Hi, I am not the one with this but my mom is. We are still,as a family, trying to come to terms with diagnosis, treatment and outcome. For the last 10 years my mom has been treated by GP for constipation. We then moved in, as our new build was not finished, so we experienced first hand her agony. She was plied with laxatives etc. Then covid, so she was diagnosed over the phone and even more laxatives prescribed. She had a fall but nothing noted. 12 months on, we have moved into our new build she has another fall, top to bottom of stairs. She was taken to hospital on blues and twos. She was discharged within 12 hours. Then she has a letter to ask her to go for an appointment. She is 85, and assumed it was about her chipped hip. Totally unprepared, my dad with my mom attended the appointment to be told the Drs were 99% sure she had co rectal cancer. They wanted all tests done within 4 weeks. Needless to say this took 10 weeks. I went with them to the appointment after all the scans. She was told it was cancer and her only choice was a stoma. She really did not understand. The consultant was understanding and basically kept repeating there was nothing they could do except alleviate the symptoms. They prescribed quality of life over quantity. I have to say I was taking notes yet my parents were oblivious, totally shocked. We were taken with a nurse to another room to think about what to do. I have to add, my mom has rheumatoid arthritis so struggles with hand movements, with other things.
We were then shown how to attach bag etc, mom totally bewildered asked what I would do. Selfishly, I said I would have stoma as she is my om and I cannot bear to see her in so much pain. Within 6 hours of her decision she is booked in and has her op . Then the problem that she is not allowed home until many aids are in place.
Mom is home and managing her stoma quite well. I am not allowed to see or help but my 90 year old dad is! She has had palliative radiation which made her very tired.
However, in her head there are so many things she was told pre op that she cannot eat that now she will not include in her very limited diet.
She is awaiting her telephone consultation, after her post MRI yet she is convinced the tumour is bigger as she says she cannot sit for long as it is pushing out of her bottom.
As her anxious daughter, is this normal or is she right? Plus can she eat normally?

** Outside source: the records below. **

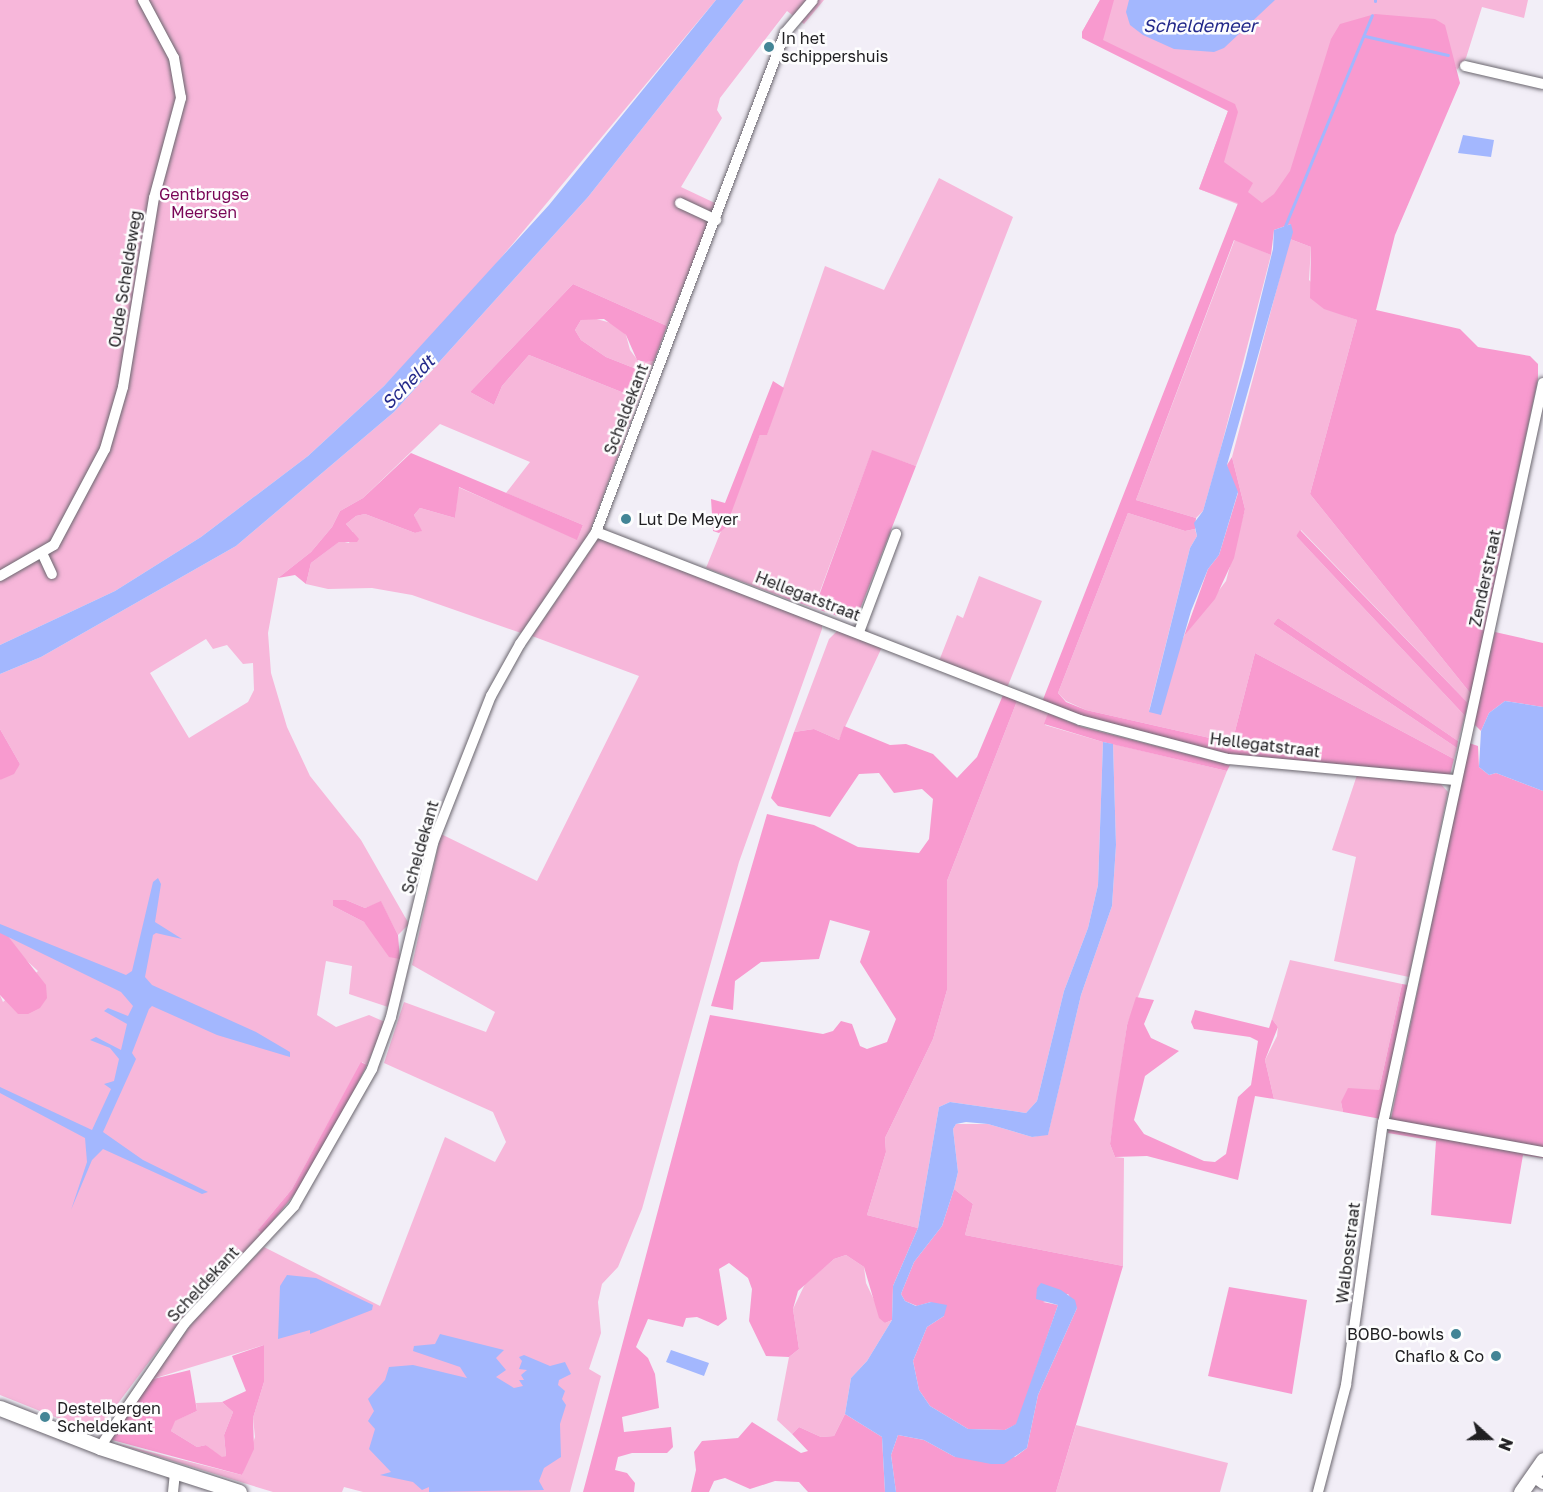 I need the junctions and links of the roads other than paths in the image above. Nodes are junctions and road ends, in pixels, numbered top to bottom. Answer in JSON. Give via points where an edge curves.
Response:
{"nodes":[{"id":1,"x":143,"y":0,"type":"edge"},
{"id":2,"x":813,"y":0,"type":"edge"},
{"id":3,"x":1465,"y":66,"type":"dead end"},
{"id":4,"x":1543,"y":84,"type":"edge"},
{"id":5,"x":680,"y":203,"type":"dead end"},
{"id":6,"x":716,"y":220,"type":"junction"},
{"id":7,"x":1543,"y":383,"type":"edge"},
{"id":8,"x":596,"y":532,"type":"junction"},
{"id":9,"x":896,"y":534,"type":"dead end"},
{"id":10,"x":43,"y":555,"type":"junction"},
{"id":11,"x":52,"y":574,"type":"dead end"},
{"id":12,"x":0,"y":576,"type":"edge"},
{"id":13,"x":859,"y":632,"type":"junction"},
{"id":14,"x":1455,"y":780,"type":"junction"},
{"id":15,"x":1383,"y":1123,"type":"junction"},
{"id":16,"x":1543,"y":1152,"type":"edge"},
{"id":17,"x":0,"y":1408,"type":"edge"},
{"id":18,"x":100,"y":1447,"type":"junction"},
{"id":19,"x":1543,"y":1460,"type":"edge"},
{"id":20,"x":176,"y":1473,"type":"junction"},
{"id":21,"x":1538,"y":1481,"type":"edge"},
{"id":22,"x":173,"y":1492,"type":"edge"},
{"id":23,"x":240,"y":1492,"type":"edge"},
{"id":24,"x":1318,"y":1492,"type":"edge"},
{"id":25,"x":1521,"y":1492,"type":"edge"}],
"edges":[{"from":1,"to":10,"type":"street","name":"Oude Scheldeweg","via":[[174,58],[181,98],[154,198],[113,423],[91,480],[54,545]]},
{"from":2,"to":6,"type":"street","name":"Scheldekant","via":[[785,33]]},
{"from":3,"to":4,"type":"street"},
{"from":5,"to":6,"type":"street"},
{"from":6,"to":8,"type":"street","name":"Scheldekant"},
{"from":7,"to":14,"type":"street","name":"Zenderstraat"},
{"from":8,"to":13,"type":"street","name":"Hellegatstraat"},
{"from":8,"to":18,"type":"street","name":"Scheldekant","via":[[520,644],[491,696],[439,826],[391,1017],[361,1090],[294,1206],[185,1323]]},
{"from":9,"to":13,"type":"street"},
{"from":10,"to":11,"type":"street"},
{"from":10,"to":12,"type":"street","name":"Oude Scheldeweg"},
{"from":13,"to":14,"type":"street","name":"Hellegatstraat","via":[[1080,720],[1228,759]]},
{"from":14,"to":15,"type":"street"},
{"from":15,"to":16,"type":"street"},
{"from":15,"to":24,"type":"street","name":"Walbosstraat","via":[[1346,1384]]},
{"from":17,"to":18,"type":"main road"},
{"from":18,"to":20,"type":"main road"},
{"from":19,"to":21,"type":"main road"},
{"from":20,"to":22,"type":"street"},
{"from":20,"to":23,"type":"main road"},
{"from":21,"to":25,"type":"main road"}]}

Yesterday was her 87th birthday and she had a jacket potato as she is unsure what she can eat.
I know my mom is old and there are much younger people suffering too, but she is so used to doing as she is told she will not vary so her diet is very bland.
Today, even after palliative radiotherapy, she says she knows the tumour is bigger as she can feel it and finds sitting uncomfortable. How can I help and make her believe what he consultant is telling her.
Sorry for this missive but I am still reeling from this. As are my parents.
Hi there SAS58,
Firstly welcome to the Macmillan online community although I’m so sorry that you’ve had the need to find us! I’m also so sorry your poor mum is going through this right now & you’re having to experience her pain & discomfort.
Secondly is it Anal cancer your mum has been diagnosed with or colorectal cancer? Although they can be in a similar area, diagnosis, treatment etc., can be quite different. We’re more than happy to support you here on the Anal cancer forum although if it’s colorectal cancer you may find more relevant information here Bowel (colon and rectal) cancer forum just click on the link & it’ll take you straight there, you can join the group as you did here & easily copy & paste you post there.
Regarding tumour growth, it really is a very individual thing, personally I was diagnosed with squamous cell carcinoma anal cancer which is supposedly a slow growing cancer although some people have reported otherwise. With your mum receiving palliative radiotherapy the radiotherapy itself can cause quite a bit of internal inflammation so it could be this that she’s experiencing maybe but either way I wouldn’t be waiting for her next telephone consultation I would be phoning her treating team to discuss her discomfort.
Onto foods etc., we also have another support group on the site Ileostomy, colostomy, urostomy and any other stoma support, I’m sorry if it seems I’m redirecting you all over the place but again this is probably where you’ll receive the best information regarding diet etc., following stoma surgery from what I understand I think you have to be a little careful with your diet straight after the surgery but once things settle down & the stoma is working properly then your diet can be expanded, I should imagine again there’s a certain amount of individuality & there’ll be an element of trial & error of what your mums stoma will tolerate & what it won’t.
I completely understand also how worried & anxious you must be with your mums diagnosis & all she’s going through right now & it’s only natural that all of your concerns are concentrated on this but please remember to look after yourself too, one last link I promise! Family and friends - Discussion Forum is a place where you can talk with others that are in a similar situation to yourself, family members & friends that are supporting someone that has received a cancer diagnosis need support also & sometimes sharing your experience with others in a similar situation can sometimes help & be a good stress release.
I hope this has all been of some help & please don’t hesitate to post on here at anytime.